I want to tell the number which act as the best approximate basic period (or wavelenght as pointed out by Eric) of a list of real numbers: e.g for {14, 21, 35} we should obtain 7 as the basic period, the same as for {17, 24, 38}(same numbers with an offset) or for {14.5, 21.3, 34.4}(same numbers with some error), etc. It is a kind of approximate GCD algorithm which ignores any offset.
The original use case was that of determining the rate of a heartbeat received from a computer, where beats are randomly skipped, based on their timestamps.

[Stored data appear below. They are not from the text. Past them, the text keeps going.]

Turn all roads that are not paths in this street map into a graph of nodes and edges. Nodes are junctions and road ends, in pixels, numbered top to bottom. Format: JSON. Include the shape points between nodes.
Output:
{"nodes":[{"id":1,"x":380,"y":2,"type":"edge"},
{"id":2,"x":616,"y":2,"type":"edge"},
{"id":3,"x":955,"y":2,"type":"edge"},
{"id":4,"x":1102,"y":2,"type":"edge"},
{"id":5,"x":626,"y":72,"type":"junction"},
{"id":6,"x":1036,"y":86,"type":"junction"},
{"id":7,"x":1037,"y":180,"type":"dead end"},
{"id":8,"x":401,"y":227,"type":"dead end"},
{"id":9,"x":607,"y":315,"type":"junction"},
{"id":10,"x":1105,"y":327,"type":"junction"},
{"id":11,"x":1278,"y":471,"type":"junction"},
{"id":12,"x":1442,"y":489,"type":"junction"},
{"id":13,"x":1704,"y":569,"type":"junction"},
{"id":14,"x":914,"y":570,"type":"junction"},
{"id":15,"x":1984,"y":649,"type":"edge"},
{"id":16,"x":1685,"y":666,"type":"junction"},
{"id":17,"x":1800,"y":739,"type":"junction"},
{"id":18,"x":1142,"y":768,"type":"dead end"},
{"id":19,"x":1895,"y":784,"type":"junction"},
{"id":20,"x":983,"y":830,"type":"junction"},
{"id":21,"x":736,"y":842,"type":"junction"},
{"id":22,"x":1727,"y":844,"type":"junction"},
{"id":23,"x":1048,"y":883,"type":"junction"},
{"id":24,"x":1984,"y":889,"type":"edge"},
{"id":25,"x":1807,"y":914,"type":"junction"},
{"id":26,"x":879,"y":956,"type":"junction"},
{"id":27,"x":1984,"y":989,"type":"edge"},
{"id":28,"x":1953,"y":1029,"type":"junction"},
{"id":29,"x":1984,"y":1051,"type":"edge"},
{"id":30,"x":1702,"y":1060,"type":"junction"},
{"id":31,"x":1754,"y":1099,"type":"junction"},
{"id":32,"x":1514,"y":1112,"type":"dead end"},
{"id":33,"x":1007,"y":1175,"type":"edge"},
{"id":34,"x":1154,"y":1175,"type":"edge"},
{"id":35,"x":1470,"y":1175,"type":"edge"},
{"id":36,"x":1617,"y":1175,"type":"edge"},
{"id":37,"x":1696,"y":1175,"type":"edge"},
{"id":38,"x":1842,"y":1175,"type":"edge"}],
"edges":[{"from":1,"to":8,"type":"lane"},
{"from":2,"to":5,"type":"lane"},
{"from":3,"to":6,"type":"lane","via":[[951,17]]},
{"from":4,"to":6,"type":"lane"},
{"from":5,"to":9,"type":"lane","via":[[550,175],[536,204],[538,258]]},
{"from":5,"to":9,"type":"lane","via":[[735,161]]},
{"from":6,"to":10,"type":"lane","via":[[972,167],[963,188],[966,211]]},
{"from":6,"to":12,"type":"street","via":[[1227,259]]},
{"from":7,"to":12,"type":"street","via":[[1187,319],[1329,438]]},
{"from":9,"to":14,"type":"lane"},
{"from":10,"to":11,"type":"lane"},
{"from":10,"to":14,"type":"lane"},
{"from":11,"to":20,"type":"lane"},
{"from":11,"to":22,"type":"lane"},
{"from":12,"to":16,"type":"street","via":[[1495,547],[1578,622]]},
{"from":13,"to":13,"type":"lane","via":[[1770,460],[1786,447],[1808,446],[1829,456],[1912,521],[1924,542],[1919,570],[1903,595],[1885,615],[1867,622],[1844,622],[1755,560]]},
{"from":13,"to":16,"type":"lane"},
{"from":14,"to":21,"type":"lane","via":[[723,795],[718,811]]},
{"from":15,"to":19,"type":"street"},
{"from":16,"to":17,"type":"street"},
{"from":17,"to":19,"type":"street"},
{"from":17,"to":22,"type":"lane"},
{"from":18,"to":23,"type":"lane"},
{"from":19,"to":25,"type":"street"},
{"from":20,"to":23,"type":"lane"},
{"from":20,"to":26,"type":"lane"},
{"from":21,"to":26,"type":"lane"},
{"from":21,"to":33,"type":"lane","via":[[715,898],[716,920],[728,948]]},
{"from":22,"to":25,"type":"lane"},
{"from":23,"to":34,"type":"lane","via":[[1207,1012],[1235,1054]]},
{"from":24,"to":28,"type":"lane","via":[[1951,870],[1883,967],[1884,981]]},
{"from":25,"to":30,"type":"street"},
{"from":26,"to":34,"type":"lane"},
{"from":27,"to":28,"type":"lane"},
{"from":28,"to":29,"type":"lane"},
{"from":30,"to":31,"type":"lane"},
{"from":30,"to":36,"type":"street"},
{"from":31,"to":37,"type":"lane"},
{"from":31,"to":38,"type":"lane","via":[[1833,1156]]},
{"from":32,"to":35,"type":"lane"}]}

I've come to a possible solution which I'm stuck with: the solutions will minimize the variance of the remainder of the division of the values in the list by the chosen factor $T$ (that's the solution), and I have reached the following formula:
- being $v$ the list $\{v_1, v_2, \ldots, v_n\}$,
- $\operatorname{mean}_{\sin}(v, T)$ $= \frac{1}{n}\sum_{i=1}^n\sin(2\pi v_i/T)$
- $\operatorname{mean}_{\cos}(v, T)$ $= \frac{1}{n}\sum_{i=1}^n\cos(2\pi v_i/T)$
- $\operatorname{period}_{appeal}(v, T)$ $= \sqrt{\operatorname{mean}_{\sin}(v, T)^2 + \operatorname{mean}_{\cos}(v, T)^2} = \frac{1}{n}\sqrt{n + 2\sum_{i\lt j}^n{\cos{\frac{2\pi(v_i-v_j)}{T}}}}$ $\Rightarrow v \approx T·x + \frac{T}{2\pi}\operatorname{atan2}(\operatorname{mean}_{\sin}, \operatorname{mean}_{\cos}), x \in \mathbb{Z}$
Note that $\operatorname{period}_{appeal}$, as it is (rather obscurely) only dependent on the differences between the elements in the list, ignores a constant offset, that is,
- $\operatorname{period}_{appeal}(v, T)$ $= \operatorname{period}_{appeal}(w, T)$ where $w_i = v_i + k \ \forall{i}\forall{k}$
which is great for my original use case. However, we can tune the formula to find the approximate GCD instead, which assumes no offset is present,
- $\operatorname{gcd}_{appeal}(v, T)$ = $1 - \frac{1}{2}\sqrt{\operatorname{mean}_{\sin}(v, T)^2 + (\operatorname{mean}_{\cos}(v, T) - 1)^2}$ $\Rightarrow v \approx T·x, x \in \mathbb{Z}$
This is what they look like for $v = [14, 21, 35]$, period in blue, gcd in green
they both offer maximum appeal at 7, 7/2, 7/3,...,7/z, including at the $\infty$ limits (7/0), as $v_i$ are perfect multiples of 7 (and thus of 7/z). However when $v$ contains some noise, $v = [14.5, 21.3, 34.4]$, the functions start to differ
Here the optimum period is ~6.622 ($v \approx 6.622x + 1.3266$) while the optimum GCD is ~7.0178, and the fractions of the optimum value lose appeal in both cases.
And now my real question is,
Is there any chance of finding the solutions for these functions, that is the points with maximum appeal, whithout having to try every possible number?
If we assume that every $v_i$ corresponds to a different multiple of the period then the range of search for the solution can be limited to $(1, min(|v_i - v_j|)]$
Thanks for your answers.
edit:
You can play with the functions in CoCalc using the following code:
def mean_x(factor, values):
return sum([cos(2*pi*v/factor) for v in values])/len(values)
def mean_y(factor, values):
return sum([sin(2*pi*v/factor) for v in values])/len(values)
def calculatePeriodAppeal(factor, values):
mx = mean_x(factor, values)
my = mean_y(factor, values)
appeal = sqrt(mx^2+my^2)
return appeal
def calculateBestLinear(factor, values):
mx = mean_x(factor, values).n()
my = mean_y(factor, values).n()
y0 = factor*atan2(my,mx)/(2*pi).n()
err = 1-sqrt(mx^2+my^2).n()
return [factor*x + y0, err]
def calculateGCDAppeal(factor, values):
mx = mean_x(factor, values)
my = mean_y(factor, values)
appeal = 1 - sqrt((mx-1)^2+my^2)/2
return appeal
You can also find a fast approximate Java implementation in this StackOverflow answer.